Pedigree, immunoblot mitochondrial morphology score, and confocal microscopy images of mitochondrial networks showing representative cells

(A) Pedigree, in which filled boxes represent OPA1 mutation carriers. (B) Immunoblot demonstrating reduced OPA1 protein levels in all affected patients. (C) Mitochondrial morphology score demonstrating a significant increase in the number of abnormal mitochondrial cristae found in patients P1, P2, and P3. Examples of each score are shown using white arrows. (D) Confocal microscopy images of mitochondrial networks showing representative cells. OPA1 patient cells showed an increased number of fragmented mitochondrial networks compared with controls. PD = Parkinson disease.

Both P2 and P3 were clinically assessed using a test battery used in the PREDICT-PD study, a population-based cohort in which participants are risk stratified for future PD using a variety of determinants.[3] P2, who already carried a diagnosis of PD, scored 16/40 in the University of Pennsylvania Smell Identification Test (UPSIT), indicating anosmia. Her sister, P3, scored 33/40 in the UPSIT, which is within the normal range. A validated assessment of bradykinesia and incoordination, the BRAIN test, was performed by both P2 and P3. P2 scored in the low normal range for speed with a prolonged dwell time. She was also inaccurate and had poor rhythm. P3 scored in the normal range for speed, accuracy, and dwell time. These findings support the clinical observation that P3 does not fulfill motor criteria for PD, nor does she have objective olfactory or motor dysfunction that might suggest prodromal disease. She is, however, 10 years younger than her affected sister.

All 3 patients were found to carry the same heterozygous deletion of exons 28 and 29 of OPA1. We excluded point mutations in autosomal dominant PD genes via focused exome sequencing in patient P2 (Illumina TruSight One). Specifically, no rare variants were detected in SNCA, LRRK2, GBA, PINK1, PARK2, or HTRA2. An unrelated patient (OC) carrying a heterozygous frameshift mutation at the beginning of exon 28 (c.2708_2711 delTTAG) was used as a control. He was not affected with and had no family history of PD.

Methods.

All 5 members of the family and patient OC underwent skin biopsy and dermal fibroblast culture. OPA1 protein levels were determined by Western blotting from whole cell lysates using the anti-OPA1 antibody (BD Biosciences), which recognizes both long and short isoforms of OPA1. Anti-β-actin was used as a loading control (Abcam, Cambridge, United Kingdom). Transmission electron microscopy (TEM) was used to investigate mitochondrial cristae morphology.

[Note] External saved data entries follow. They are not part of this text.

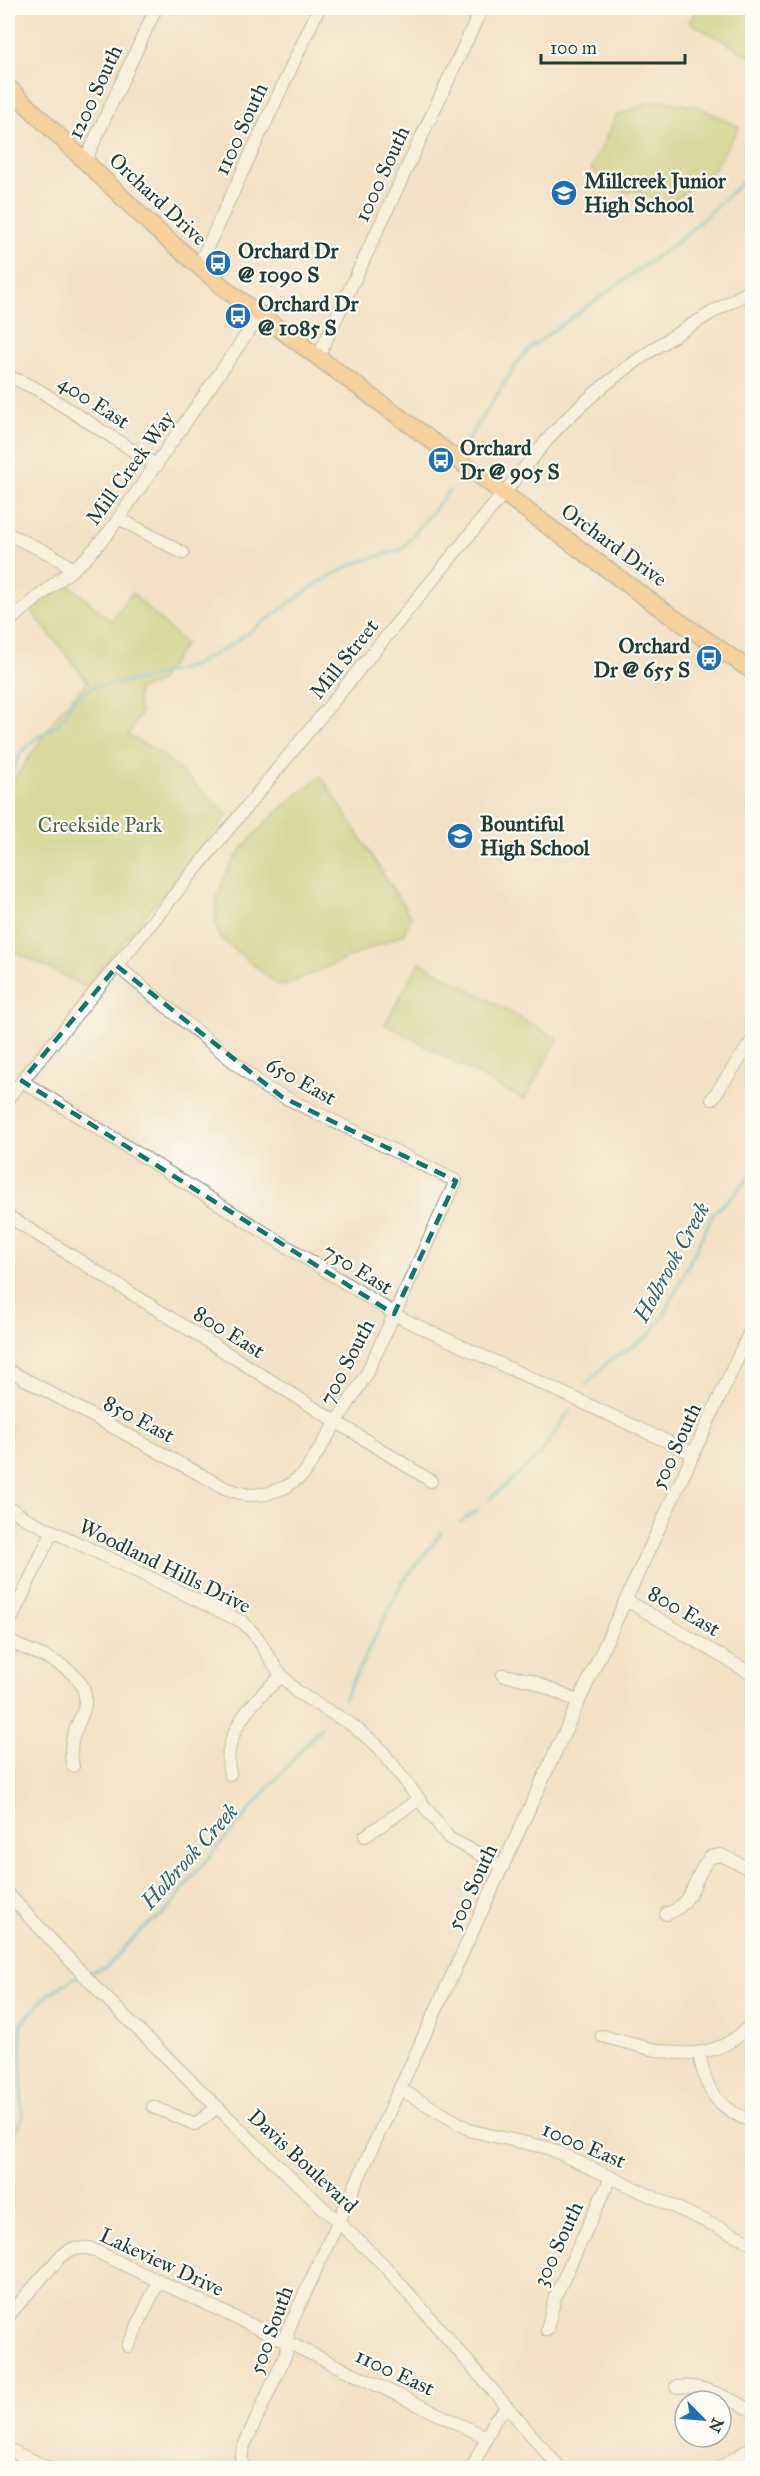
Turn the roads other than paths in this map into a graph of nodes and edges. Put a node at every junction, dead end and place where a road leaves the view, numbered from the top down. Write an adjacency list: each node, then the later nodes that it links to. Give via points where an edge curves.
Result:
1 (156, 8): 5 (street, 1200 South)
2 (319, 8): 6 (street, 1100 South)
3 (482, 8): 9 (street, 1000 South)
4 (8, 87): 5 (main road, Orchard Drive)
5 (85, 161): 6 (main road, Orchard Drive)
6 (198, 267): 8 (main road, Orchard Drive)
7 (753, 290): 12 (street, Mill Street, via 680,331 584,402 553,433)
8 (260, 315): 9 (main road, Orchard Drive); 11 (street, Mill Creek Way)
9 (318, 357): 12 (main road, Orchard Drive)
10 (8, 376): 11 (street, 400 East, via 38,389)
11 (158, 466): 13 (street, Mill Creek Way)
12 (505, 494): 18 (main road, Orchard Drive); 19 (street, Mill Street)
13 (120, 519): 15 (street); 16 (street, Mill Creek Way)
14 (8, 534): 16 (street)
15 (183, 553)
16 (72, 569): 17 (street, Mill Creek Way)
17 (8, 622)
18 (753, 671)
19 (117, 966): 21 (street, Mill Street); 24 (street, 650 East, via 266,1088)
20 (753, 1041): 23 (street)
21 (22, 1081): 22 (street, Mill Street); 26 (street, 750 East)
22 (8, 1098)
23 (712, 1099)
24 (456, 1181): 26 (street, 700 South)
25 (8, 1216): 29 (street, 800 East)
26 (394, 1314): 29 (street, 700 South, via 366,1375); 30 (street, 750 East)
27 (751, 1334): 30 (street, 500 South)
28 (8, 1370): 32 (street, 850 East, via 227,1489)
29 (337, 1423): 31 (street, 800 East); 32 (street, 700 South, via 296,1481 277,1492)
30 (694, 1454): 35 (street, 500 South)
31 (431, 1481)
32 (255, 1495)
33 (8, 1507): 34 (street, Woodland Hills Drive)
34 (52, 1532): 36 (street); 39 (street, Woodland Hills Drive, via 235,1617 256,1636)
35 (626, 1600): 38 (street, 800 East); 41 (street, 500 South)
36 (8, 1626)
37 (8, 1641): 42 (street, via 72,1672 82,1682 87,1696 71,1744)
38 (753, 1674)
39 (282, 1676): 43 (street, via 245,1713 228,1753); 44 (street, Woodland Hills Drive, via 305,1698 369,1737)
40 (503, 1676): 41 (street, via 530,1680)
41 (579, 1702): 46 (street, 500 South)
42 (73, 1766)
43 (230, 1774)
44 (418, 1800): 45 (street); 46 (street, Woodland Hills Drive, via 449,1838)
45 (365, 1836)
46 (503, 1867): 53 (street, 500 South)
47 (753, 1870): 49 (street, via 721,1855 710,1857 690,1896)
48 (10, 1903): 55 (street, Davis Boulevard)
49 (666, 1914)
50 (753, 2023): 52 (street, via 726,2043)
51 (602, 2036): 52 (street, via 669,2053)
52 (699, 2053): 56 (street, via 702,2074 712,2096 728,2111)
53 (399, 2090): 57 (street, 1000 East, via 472,2131 540,2145); 58 (street, 500 South)
54 (153, 2107): 55 (street, via 195,2124)
55 (218, 2107): 58 (street, Davis Boulevard)
56 (753, 2122)
57 (611, 2177): 59 (street, 1000 East); 62 (street, 300 South, via 555,2297)
58 (339, 2221): 63 (street, 500 South); 66 (street, Davis Boulevard, via 383,2264)
59 (753, 2243)
60 (159, 2280): 61 (street, Lakeview Drive, via 94,2249 72,2249 56,2260); 63 (street, Lakeview Drive); 64 (street)
61 (8, 2316)
62 (547, 2330)
63 (286, 2342): 68 (street, 1100 East); 71 (street, 500 South, via 286,2354 243,2448)
64 (128, 2346)
65 (676, 2387): 67 (street, via 706,2389)
66 (507, 2407): 68 (street); 74 (street, Davis Boulevard)
67 (753, 2410)
68 (486, 2437): 73 (street)
69 (753, 2448): 75 (street)
70 (8, 2449): 72 (street)
71 (243, 2467)
72 (49, 2469)
73 (472, 2469)
74 (560, 2469)
75 (718, 2469)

Cells were fixed and imaged, and mitochondrial morphology was scored in a masked way in which a score of 3 indicated normal cristae morphology, a score of 2 indicated internal disorganization, and a score of 1 indicated mitochondria with severely damaged cristae.[4,5] Mitochondrial networks were assessed in live cells after staining the mitochondria with tetramethylrhodamine and imaging at 40× under an Opera Phenix Microscope (Perkin Elmer, Waltham, MA).

Results.

All affected patients showed an approximate 50% reduction in OPA1 levels by Western blotting (figure, B), in keeping with haploinsufficiency. Examination of mitochondrial morphology by TEM revealed a significant increase in abnormal cristae in P1, P2, and P3, compared with their unaffected family members (figure, C). This phenotype was not shared by the unaffected OPA1 patient OC, despite all affected patients showing similar disruption of the mitochondrial network in live cell imaging (figure, D).

Discussion.

Mutations in a number of nuclear-encoded mitochondrial genes are known to cause PD, some of which lead to dysfunction of mitochondrial quality control (mitophagy). In 1 previous report, a form of syndromic PD with dementia, neuropathy, and deafness was associated with OPA1 mutations.[6] Dysregulated mitophagy and mitochondrial networks have also been detected in OPA1 patient cells.[7] This report further implicates OPA1 in nonsyndromic, idiopathic PD associated with abnormal cristae morphology and mitochondrial networks.